When we started the project in 2001, gcc2 was still a reasonably recent compiler so it was fine. And we just went along with it for the next 20 years and now it is very much obsolete.

There have been some patches here and there to fix the most annoying issues. In some cases we resort to workarounds in the sourcecode, for example to declare private symbols for gcc2 we have to use some inline assembler macros, where for newer gcc we just use __attribute__((visibility)). In some other cases we made some updates to libstdc++ and to the C library. In a few very limited cases we also patched gcc2 itself (for example to have some limited support for wchar_t).

If someone is willing to do the work on having modern gcc or clang be able to generate libs with the old ABI, that would be great. However, the long term plan currently is to eventually drop compatibility with BeOS (we can’t really keep it forever?) so we just didn’t worry too much about it. But then again, if someone does this work, it makes it possible for us to have BeOS compatibility for a longer time.


Adding a new ABI to Clang would be less work than GCC indeed. Actually I think someone said that Clang has (or previously had) a partial implementation of the GCC2 ABI.

Yes, Apple partially implemented it already because they needed it for their IO Kit (a C++ API to their kernel, if I remember correctly). However they have not maintained this since the move to 64bit systems.

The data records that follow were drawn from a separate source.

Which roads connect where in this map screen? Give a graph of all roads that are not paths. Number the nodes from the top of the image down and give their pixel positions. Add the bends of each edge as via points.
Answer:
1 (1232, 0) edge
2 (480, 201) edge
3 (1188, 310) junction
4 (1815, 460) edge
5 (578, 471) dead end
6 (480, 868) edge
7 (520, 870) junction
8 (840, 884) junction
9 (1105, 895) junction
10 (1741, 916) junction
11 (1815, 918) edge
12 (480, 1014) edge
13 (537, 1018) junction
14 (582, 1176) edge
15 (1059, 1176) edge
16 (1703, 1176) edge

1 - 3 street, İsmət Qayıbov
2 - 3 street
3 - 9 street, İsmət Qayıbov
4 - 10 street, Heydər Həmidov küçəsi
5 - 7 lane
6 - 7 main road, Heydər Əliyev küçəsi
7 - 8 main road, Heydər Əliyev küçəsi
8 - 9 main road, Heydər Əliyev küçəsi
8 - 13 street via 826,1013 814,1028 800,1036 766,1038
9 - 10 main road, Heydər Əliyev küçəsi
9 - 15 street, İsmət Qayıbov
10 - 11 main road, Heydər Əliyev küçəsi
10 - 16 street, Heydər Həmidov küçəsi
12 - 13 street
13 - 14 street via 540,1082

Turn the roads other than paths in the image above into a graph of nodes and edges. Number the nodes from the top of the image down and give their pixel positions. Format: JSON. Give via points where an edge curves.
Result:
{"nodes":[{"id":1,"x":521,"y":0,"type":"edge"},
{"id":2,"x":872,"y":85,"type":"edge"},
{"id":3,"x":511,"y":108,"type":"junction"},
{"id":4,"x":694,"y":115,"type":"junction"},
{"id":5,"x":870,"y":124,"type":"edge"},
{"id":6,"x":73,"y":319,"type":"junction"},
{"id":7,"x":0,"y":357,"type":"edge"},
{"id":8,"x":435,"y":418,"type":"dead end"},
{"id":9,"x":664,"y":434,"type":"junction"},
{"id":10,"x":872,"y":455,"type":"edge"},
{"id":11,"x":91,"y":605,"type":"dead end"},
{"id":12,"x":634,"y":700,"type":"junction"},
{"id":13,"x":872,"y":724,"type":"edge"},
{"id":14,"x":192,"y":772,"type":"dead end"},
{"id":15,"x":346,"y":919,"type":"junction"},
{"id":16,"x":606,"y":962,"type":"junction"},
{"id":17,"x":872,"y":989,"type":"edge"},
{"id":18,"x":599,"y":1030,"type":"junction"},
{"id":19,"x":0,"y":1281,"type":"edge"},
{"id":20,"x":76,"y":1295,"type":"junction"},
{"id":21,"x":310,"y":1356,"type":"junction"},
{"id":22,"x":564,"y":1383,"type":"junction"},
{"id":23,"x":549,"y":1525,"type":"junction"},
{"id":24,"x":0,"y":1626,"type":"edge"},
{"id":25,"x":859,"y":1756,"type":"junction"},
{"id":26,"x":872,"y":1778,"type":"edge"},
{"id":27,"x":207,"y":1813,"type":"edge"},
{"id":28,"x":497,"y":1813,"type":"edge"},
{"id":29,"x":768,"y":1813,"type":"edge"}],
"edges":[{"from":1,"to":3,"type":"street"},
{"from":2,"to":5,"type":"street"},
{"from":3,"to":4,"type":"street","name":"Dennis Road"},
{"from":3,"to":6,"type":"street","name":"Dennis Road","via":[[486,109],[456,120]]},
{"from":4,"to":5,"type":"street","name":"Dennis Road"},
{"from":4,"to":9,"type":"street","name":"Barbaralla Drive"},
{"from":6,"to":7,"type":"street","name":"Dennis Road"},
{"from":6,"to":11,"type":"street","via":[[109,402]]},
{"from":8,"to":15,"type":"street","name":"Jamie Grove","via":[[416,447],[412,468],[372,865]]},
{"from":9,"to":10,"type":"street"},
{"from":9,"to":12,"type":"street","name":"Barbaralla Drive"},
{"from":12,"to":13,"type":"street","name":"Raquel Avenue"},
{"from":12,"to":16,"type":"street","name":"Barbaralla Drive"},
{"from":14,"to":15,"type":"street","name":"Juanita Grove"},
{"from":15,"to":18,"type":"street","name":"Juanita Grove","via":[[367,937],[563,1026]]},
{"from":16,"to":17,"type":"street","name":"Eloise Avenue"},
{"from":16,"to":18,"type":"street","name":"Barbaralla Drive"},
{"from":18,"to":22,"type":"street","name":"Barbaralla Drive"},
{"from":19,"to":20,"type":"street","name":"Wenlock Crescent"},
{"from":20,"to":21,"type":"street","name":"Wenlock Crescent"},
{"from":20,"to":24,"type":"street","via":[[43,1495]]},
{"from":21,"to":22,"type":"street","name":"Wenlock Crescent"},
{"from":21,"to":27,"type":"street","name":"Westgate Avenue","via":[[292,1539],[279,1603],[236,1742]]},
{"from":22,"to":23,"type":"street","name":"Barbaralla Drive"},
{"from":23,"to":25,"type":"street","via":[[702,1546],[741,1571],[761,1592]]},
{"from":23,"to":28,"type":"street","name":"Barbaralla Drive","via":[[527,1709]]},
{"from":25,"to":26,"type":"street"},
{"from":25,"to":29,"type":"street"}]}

LLVM doesn’t maintain a stable C++ API either. If it relies on LLVM 3.9 it’s not hopeful. LLVM 11 is unlikely to be compatible. Only the C API is maintained as stable and it is rudimentary.

Any links to source code?

Is it possible for GCC 2 to correctly define _EXPORT and make symbols hidden by default?

There is some support in gcc2 but it uses a different syntax (dllexport/dllimport) and I’m not sure how much of it can be used outside of building for Windows with PE object files.